Now we see what we weren’t supposed to see.
The counterpoint is something along the lines of “They’re just shooting the shit.”
People might say that this is just co-workers blowing off steam. We shouldn’t be looking to cancel these folks.
Water cooler talk.
They aren’t wrong. I’ve said stupid things. I’ve said things I wouldn’t want printed on the front page of the newspaper. I’ve made jokes about customers that don’t reflect my deepest beliefs.
We all have.
This is different.
Look at the quotes again:
- “These people are so stupid.”
- “I gouge them on ancil prices.”
- “$50 to park in the grass. $60 for closer grass.”
- “Robbing them blind, baby, that’s how we do it.”
These aren’t private texts, venting about a rough day. They’re work chats about work decisions.
These aren’t complaints about a difficult customer. They are celebrations. Chest bumps because you made your customers your mark.

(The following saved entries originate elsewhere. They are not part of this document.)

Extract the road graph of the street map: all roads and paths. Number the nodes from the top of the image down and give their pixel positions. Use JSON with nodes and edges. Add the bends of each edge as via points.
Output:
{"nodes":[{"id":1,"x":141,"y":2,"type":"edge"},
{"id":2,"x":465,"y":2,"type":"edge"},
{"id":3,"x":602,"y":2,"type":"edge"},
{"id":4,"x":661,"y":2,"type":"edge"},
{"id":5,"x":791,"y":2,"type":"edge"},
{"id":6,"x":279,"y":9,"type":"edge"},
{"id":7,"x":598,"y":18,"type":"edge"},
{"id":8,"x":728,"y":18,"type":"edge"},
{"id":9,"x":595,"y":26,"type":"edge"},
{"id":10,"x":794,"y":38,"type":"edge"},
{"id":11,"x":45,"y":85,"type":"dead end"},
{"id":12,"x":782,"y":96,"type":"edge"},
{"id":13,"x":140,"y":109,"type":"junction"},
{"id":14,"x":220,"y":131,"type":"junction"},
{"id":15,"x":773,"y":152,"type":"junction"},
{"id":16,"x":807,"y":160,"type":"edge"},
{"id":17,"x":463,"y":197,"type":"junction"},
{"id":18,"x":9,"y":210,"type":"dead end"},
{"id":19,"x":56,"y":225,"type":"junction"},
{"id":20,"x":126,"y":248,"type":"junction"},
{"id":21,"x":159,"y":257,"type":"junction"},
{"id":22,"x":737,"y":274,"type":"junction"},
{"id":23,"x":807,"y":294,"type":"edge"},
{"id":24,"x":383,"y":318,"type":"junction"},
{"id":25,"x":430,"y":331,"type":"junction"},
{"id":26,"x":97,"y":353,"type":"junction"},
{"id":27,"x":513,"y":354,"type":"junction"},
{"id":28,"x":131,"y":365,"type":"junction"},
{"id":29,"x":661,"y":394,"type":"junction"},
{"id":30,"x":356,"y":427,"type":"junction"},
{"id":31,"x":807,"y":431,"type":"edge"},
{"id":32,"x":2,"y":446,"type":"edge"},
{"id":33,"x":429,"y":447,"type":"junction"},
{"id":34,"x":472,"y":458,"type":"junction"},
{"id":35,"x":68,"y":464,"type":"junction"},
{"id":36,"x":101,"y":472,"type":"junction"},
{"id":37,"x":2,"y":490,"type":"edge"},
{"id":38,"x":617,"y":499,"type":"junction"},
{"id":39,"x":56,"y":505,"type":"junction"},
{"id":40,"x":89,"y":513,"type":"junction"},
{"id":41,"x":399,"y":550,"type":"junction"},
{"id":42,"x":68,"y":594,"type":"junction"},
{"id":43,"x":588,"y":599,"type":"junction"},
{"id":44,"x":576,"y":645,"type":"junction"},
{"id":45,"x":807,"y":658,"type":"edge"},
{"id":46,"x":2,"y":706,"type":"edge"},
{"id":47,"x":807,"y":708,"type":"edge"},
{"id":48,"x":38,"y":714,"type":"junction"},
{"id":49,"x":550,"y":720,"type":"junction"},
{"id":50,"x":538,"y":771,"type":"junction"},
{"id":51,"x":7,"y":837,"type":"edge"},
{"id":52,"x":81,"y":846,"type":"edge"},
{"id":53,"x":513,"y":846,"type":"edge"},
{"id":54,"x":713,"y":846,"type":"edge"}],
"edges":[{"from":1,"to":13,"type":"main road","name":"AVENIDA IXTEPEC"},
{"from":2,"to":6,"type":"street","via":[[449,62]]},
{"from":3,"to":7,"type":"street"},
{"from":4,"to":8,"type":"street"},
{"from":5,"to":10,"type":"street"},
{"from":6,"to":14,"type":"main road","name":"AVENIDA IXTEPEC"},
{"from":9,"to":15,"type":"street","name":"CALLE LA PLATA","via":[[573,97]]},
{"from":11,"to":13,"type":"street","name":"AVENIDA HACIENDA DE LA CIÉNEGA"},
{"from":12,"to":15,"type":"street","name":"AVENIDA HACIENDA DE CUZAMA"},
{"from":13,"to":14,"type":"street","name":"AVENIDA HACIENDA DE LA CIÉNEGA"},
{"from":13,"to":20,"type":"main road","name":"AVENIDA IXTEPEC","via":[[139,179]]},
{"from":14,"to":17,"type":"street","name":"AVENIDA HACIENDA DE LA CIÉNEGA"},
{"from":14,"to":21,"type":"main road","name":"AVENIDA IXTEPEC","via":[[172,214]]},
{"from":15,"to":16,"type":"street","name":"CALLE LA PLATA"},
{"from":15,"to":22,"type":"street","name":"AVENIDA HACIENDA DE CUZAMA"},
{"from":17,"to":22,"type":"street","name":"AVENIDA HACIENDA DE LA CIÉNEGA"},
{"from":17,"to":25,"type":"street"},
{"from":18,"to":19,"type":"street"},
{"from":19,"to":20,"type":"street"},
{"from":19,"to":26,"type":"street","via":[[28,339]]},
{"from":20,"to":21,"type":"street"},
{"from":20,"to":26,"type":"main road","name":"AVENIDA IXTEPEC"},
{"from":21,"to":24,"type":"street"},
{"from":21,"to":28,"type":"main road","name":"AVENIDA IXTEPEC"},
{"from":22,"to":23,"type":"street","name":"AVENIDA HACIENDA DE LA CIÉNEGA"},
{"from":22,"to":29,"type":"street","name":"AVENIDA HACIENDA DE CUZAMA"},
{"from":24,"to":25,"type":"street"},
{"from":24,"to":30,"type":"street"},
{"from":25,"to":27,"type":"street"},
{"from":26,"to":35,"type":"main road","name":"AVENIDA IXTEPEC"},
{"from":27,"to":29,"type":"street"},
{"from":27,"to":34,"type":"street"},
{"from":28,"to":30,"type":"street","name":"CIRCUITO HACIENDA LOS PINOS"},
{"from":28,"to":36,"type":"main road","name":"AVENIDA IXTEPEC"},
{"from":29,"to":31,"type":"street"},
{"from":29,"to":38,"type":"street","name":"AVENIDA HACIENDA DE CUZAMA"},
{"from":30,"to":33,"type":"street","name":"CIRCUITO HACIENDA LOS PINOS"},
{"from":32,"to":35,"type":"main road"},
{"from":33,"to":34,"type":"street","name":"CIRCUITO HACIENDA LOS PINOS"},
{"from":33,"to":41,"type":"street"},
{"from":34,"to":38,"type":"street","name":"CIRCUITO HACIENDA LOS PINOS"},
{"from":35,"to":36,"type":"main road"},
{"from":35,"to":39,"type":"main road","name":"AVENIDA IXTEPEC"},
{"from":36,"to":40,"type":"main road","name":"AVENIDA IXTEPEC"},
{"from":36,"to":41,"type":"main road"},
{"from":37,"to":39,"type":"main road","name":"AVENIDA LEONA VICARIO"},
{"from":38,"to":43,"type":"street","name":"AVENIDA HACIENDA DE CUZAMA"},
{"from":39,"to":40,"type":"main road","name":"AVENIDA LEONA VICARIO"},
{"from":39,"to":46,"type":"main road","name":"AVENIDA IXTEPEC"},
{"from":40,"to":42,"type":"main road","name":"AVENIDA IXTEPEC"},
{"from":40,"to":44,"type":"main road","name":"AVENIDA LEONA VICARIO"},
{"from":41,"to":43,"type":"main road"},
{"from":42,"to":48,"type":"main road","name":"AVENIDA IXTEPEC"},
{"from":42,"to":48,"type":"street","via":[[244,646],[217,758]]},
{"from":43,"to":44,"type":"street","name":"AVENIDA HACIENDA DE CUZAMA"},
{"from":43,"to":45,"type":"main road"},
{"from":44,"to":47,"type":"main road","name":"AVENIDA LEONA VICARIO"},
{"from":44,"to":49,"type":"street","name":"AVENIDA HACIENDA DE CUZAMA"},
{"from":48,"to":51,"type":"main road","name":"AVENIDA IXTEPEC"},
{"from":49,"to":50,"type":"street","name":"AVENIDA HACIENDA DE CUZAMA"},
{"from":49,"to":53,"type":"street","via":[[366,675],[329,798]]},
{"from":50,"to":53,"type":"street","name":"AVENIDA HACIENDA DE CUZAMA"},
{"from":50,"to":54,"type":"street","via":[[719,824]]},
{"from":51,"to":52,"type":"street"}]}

No regrets. No, “this doesn’t feel right.” No pushback.
Just pride. Laughter. High-fives.
This behavior is not the exception. This is the job. Setting prices. Maximizing yield. Extracting revenue.
We’ve all made jokes about customers. A bad tipper. A jerk. A frustrating call. A moment to vent.
There’s a line between blowing off steam and open contempt.
“These people are so stupid” isn’t about one person. It’s a blanket statement. You’ve dehumanized a fanbase.
“Robbing them blind, baby” isn’t a joke. When you hold the power, it becomes a mission statement.
I don’t know Ben Baker or Jeff Weinhold.
I’m not here to cancel them. They may even subscribe to the newsletter.
I don’t know. I don’t look.
I know they have friends, family, people who love them.
My default isn’t that they are bad guys.
I know they weren’t created in a vacuum.
They were hired. Trained. Promoted. Rewarded.
That system creates attitudes, beliefs, actions. Encourages them. Rewards them.
Incentives are powerful forces.
Quarterly earnings. Margin targets. “Maximizing yield.” All polite language that translates to take as much as we can.
The chats aren’t the exception. They just give voice to what we see with our eyes.
Don’t trust me.
Would they say this to a fan’s face? No.
Would they want this published on the internet? Unlikely.
Does this language appear in the training manual? I doubt it.
Is this how they’d describe their work to a journalist? I don’t think so.
It’s not banter. This is a mask slipping moment.
We got to see it.
This is about a business model that works. Works so well that people who run it can laugh about it openly…no worries.
Why?
Because the machine is bigger than one person’s discomfort.
You have a problem? The machine will crush you.
That’s why this matters.
Live Nation’s strategy is clear. Coherent. Designed.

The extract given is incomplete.